WORK TO BE COMPLETED:
Copy out all the entries below, word for word.

═══ WORKING DATA ═══

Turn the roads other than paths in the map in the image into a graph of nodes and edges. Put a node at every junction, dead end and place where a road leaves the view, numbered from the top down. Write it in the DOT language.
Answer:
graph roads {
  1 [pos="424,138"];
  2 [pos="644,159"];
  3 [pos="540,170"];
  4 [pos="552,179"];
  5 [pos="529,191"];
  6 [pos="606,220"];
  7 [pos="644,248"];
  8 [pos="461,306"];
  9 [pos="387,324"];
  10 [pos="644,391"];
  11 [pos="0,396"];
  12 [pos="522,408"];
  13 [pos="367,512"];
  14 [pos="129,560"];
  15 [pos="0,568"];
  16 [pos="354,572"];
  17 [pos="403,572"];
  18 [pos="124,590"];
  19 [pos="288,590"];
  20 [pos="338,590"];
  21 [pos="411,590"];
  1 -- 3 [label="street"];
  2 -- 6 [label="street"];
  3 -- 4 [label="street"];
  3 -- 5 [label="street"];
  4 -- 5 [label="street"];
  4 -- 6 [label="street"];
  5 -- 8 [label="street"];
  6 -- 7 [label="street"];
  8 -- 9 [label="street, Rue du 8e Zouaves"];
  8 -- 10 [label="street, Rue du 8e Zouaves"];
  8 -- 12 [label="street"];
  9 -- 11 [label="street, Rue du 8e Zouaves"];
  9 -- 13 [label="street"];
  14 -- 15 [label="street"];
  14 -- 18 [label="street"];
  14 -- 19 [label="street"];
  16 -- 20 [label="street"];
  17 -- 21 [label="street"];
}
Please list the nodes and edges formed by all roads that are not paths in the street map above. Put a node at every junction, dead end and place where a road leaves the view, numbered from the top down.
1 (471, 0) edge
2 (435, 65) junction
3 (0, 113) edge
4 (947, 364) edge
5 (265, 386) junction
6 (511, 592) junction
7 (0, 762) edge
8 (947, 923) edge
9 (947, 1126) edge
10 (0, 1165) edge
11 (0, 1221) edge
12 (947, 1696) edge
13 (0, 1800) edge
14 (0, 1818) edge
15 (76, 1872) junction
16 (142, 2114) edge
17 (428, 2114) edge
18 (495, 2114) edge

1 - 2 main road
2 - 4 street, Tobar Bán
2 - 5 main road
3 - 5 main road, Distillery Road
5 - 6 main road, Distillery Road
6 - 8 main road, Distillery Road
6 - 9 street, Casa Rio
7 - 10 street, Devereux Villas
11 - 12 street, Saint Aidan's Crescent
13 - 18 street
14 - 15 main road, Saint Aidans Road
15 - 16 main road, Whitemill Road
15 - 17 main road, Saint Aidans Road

═══

TASK SOLUTION:
Turn the roads other than paths in the map in the image into a graph of nodes and edges. Put a node at every junction, dead end and place where a road leaves the view, numbered from the top down. Write it in the DOT language.
Answer:
graph roads {
  1 [pos="424,138"];
  2 [pos="644,159"];
  3 [pos="540,170"];
  4 [pos="552,179"];
  5 [pos="529,191"];
  6 [pos="606,220"];
  7 [pos="644,248"];
  8 [pos="461,306"];
  9 [pos="387,324"];
  10 [pos="644,391"];
  11 [pos="0,396"];
  12 [pos="522,408"];
  13 [pos="367,512"];
  14 [pos="129,560"];
  15 [pos="0,568"];
  16 [pos="354,572"];
  17 [pos="403,572"];
  18 [pos="124,590"];
  19 [pos="288,590"];
  20 [pos="338,590"];
  21 [pos="411,590"];
  1 -- 3 [label="street"];
  2 -- 6 [label="street"];
  3 -- 4 [label="street"];
  3 -- 5 [label="street"];
  4 -- 5 [label="street"];
  4 -- 6 [label="street"];
  5 -- 8 [label="street"];
  6 -- 7 [label="street"];
  8 -- 9 [label="street, Rue du 8e Zouaves"];
  8 -- 10 [label="street, Rue du 8e Zouaves"];
  8 -- 12 [label="street"];
  9 -- 11 [label="street, Rue du 8e Zouaves"];
  9 -- 13 [label="street"];
  14 -- 15 [label="street"];
  14 -- 18 [label="street"];
  14 -- 19 [label="street"];
  16 -- 20 [label="street"];
  17 -- 21 [label="street"];
}
Please list the nodes and edges formed by all roads that are not paths in the street map above. Put a node at every junction, dead end and place where a road leaves the view, numbered from the top down.
1 (471, 0) edge
2 (435, 65) junction
3 (0, 113) edge
4 (947, 364) edge
5 (265, 386) junction
6 (511, 592) junction
7 (0, 762) edge
8 (947, 923) edge
9 (947, 1126) edge
10 (0, 1165) edge
11 (0, 1221) edge
12 (947, 1696) edge
13 (0, 1800) edge
14 (0, 1818) edge
15 (76, 1872) junction
16 (142, 2114) edge
17 (428, 2114) edge
18 (495, 2114) edge

1 - 2 main road
2 - 4 street, Tobar Bán
2 - 5 main road
3 - 5 main road, Distillery Road
5 - 6 main road, Distillery Road
6 - 8 main road, Distillery Road
6 - 9 street, Casa Rio
7 - 10 street, Devereux Villas
11 - 12 street, Saint Aidan's Crescent
13 - 18 street
14 - 15 main road, Saint Aidans Road
15 - 16 main road, Whitemill Road
15 - 17 main road, Saint Aidans Road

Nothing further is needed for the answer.